* _EXERCISE DETAILS_: Only lines with the word "Place" are wanted; copy each of them from the listing below.

* _MATERIAL PROVIDED_:
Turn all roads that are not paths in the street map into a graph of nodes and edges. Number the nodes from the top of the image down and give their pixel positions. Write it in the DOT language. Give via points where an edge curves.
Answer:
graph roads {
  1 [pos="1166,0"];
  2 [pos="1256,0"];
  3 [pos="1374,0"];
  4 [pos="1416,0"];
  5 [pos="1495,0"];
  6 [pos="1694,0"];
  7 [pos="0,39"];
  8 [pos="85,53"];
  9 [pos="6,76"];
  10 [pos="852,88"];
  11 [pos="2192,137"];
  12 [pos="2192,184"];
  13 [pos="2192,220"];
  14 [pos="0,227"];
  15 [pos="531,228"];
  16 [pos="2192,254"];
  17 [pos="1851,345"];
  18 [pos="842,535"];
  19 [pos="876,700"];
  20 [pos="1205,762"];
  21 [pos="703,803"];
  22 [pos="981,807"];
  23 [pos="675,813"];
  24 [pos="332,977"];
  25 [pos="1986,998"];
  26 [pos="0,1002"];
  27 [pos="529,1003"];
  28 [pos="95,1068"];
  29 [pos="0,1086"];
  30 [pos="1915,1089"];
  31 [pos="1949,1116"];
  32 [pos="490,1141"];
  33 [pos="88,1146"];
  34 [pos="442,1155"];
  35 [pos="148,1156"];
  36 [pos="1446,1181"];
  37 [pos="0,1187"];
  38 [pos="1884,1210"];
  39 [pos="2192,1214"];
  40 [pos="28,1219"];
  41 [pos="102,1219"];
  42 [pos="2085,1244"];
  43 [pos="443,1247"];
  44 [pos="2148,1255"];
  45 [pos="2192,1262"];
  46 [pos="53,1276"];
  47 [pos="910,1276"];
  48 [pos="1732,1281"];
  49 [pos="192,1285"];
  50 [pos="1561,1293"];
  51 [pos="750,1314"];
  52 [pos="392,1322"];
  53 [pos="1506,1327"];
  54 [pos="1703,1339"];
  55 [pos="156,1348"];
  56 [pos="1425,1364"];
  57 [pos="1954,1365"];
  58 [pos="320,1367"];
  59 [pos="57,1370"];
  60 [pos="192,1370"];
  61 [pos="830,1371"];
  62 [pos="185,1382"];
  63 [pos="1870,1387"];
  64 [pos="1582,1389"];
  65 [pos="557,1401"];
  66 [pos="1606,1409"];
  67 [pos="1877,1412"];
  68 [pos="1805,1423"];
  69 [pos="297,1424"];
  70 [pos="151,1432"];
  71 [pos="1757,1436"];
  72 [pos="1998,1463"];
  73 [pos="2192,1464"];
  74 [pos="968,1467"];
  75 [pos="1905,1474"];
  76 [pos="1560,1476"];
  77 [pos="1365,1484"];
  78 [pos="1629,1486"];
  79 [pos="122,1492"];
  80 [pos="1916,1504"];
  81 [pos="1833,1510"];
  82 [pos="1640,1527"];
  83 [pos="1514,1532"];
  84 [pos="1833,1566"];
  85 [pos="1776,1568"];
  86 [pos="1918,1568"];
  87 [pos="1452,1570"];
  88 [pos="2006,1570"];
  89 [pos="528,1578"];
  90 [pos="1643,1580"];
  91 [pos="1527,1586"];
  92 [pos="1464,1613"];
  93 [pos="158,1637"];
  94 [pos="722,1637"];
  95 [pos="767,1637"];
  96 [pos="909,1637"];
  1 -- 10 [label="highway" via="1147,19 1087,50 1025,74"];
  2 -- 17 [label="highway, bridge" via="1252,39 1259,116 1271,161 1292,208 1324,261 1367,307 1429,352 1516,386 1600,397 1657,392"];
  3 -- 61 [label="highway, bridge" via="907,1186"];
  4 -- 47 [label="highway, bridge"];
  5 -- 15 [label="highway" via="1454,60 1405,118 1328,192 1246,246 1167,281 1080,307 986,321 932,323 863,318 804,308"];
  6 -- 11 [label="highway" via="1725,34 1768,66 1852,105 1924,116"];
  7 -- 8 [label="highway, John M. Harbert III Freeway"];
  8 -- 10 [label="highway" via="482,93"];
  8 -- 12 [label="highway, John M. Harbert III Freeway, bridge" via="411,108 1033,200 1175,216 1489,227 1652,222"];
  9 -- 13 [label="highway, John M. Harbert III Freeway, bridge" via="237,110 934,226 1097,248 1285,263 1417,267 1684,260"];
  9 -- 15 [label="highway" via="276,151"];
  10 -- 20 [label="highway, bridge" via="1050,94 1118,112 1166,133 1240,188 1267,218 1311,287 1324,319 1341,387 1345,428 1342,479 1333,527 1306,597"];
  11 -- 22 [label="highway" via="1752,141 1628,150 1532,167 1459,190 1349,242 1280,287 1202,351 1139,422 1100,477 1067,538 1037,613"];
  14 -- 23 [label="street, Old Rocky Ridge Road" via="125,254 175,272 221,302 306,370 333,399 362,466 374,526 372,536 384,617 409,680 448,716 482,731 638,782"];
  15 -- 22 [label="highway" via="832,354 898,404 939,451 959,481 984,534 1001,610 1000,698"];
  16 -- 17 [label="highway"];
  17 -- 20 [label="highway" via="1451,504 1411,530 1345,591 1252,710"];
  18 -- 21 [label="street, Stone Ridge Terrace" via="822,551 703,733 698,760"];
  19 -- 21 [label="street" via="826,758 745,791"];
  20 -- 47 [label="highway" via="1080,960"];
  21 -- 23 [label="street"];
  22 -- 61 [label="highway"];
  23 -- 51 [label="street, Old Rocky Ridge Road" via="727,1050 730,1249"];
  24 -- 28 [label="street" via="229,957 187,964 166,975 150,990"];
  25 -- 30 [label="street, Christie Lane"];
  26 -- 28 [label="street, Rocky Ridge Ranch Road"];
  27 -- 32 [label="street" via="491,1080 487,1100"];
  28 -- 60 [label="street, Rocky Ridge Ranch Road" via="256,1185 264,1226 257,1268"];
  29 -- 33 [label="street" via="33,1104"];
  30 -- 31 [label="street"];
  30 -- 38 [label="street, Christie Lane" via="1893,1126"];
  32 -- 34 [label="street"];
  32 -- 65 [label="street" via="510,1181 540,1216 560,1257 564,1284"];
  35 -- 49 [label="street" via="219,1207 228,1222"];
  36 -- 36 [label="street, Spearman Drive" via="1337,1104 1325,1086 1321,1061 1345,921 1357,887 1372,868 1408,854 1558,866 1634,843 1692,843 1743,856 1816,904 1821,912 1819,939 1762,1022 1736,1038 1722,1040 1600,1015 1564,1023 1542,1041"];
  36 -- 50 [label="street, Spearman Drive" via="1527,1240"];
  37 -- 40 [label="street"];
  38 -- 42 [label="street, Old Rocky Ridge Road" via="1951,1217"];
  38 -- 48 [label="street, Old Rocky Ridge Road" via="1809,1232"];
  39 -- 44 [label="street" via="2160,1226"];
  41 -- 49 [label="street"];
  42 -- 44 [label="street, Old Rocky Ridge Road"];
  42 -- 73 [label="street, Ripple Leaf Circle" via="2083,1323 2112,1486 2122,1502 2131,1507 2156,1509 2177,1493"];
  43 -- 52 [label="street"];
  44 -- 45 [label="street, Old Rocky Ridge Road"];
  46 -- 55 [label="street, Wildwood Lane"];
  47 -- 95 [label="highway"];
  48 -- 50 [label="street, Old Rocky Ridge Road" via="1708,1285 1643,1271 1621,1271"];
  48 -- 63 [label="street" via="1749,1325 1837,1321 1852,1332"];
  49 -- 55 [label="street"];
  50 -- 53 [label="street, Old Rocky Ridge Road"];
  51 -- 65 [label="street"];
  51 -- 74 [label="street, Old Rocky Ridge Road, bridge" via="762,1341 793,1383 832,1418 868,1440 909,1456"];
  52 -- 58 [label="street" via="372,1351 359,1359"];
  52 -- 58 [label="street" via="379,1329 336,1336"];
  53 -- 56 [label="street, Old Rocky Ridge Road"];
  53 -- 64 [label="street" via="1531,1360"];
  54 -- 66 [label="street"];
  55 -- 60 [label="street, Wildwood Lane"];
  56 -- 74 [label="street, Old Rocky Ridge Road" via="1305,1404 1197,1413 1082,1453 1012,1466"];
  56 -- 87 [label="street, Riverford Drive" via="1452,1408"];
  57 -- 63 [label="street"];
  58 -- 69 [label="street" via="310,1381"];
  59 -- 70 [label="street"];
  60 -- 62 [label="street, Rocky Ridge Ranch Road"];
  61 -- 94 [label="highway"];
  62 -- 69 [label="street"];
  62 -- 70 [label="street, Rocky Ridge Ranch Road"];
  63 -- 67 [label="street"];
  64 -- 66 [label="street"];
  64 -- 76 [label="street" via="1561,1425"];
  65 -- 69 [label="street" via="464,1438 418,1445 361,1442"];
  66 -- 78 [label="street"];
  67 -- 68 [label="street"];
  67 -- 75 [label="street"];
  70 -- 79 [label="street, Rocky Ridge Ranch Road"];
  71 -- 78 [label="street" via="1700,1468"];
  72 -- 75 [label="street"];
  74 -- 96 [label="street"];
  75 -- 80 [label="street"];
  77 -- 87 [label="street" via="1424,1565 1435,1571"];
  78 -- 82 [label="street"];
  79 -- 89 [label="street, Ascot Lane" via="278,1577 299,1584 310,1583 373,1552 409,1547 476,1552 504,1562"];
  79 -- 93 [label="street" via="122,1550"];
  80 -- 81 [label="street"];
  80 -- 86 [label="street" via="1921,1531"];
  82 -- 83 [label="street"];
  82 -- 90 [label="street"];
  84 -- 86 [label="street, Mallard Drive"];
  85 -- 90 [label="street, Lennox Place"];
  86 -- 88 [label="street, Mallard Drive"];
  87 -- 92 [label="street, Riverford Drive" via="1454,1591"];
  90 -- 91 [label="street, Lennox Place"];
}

* _YOUR RESPONSE_:
  85 -- 90 [label="street, Lennox Place"];
  90 -- 91 [label="street, Lennox Place"];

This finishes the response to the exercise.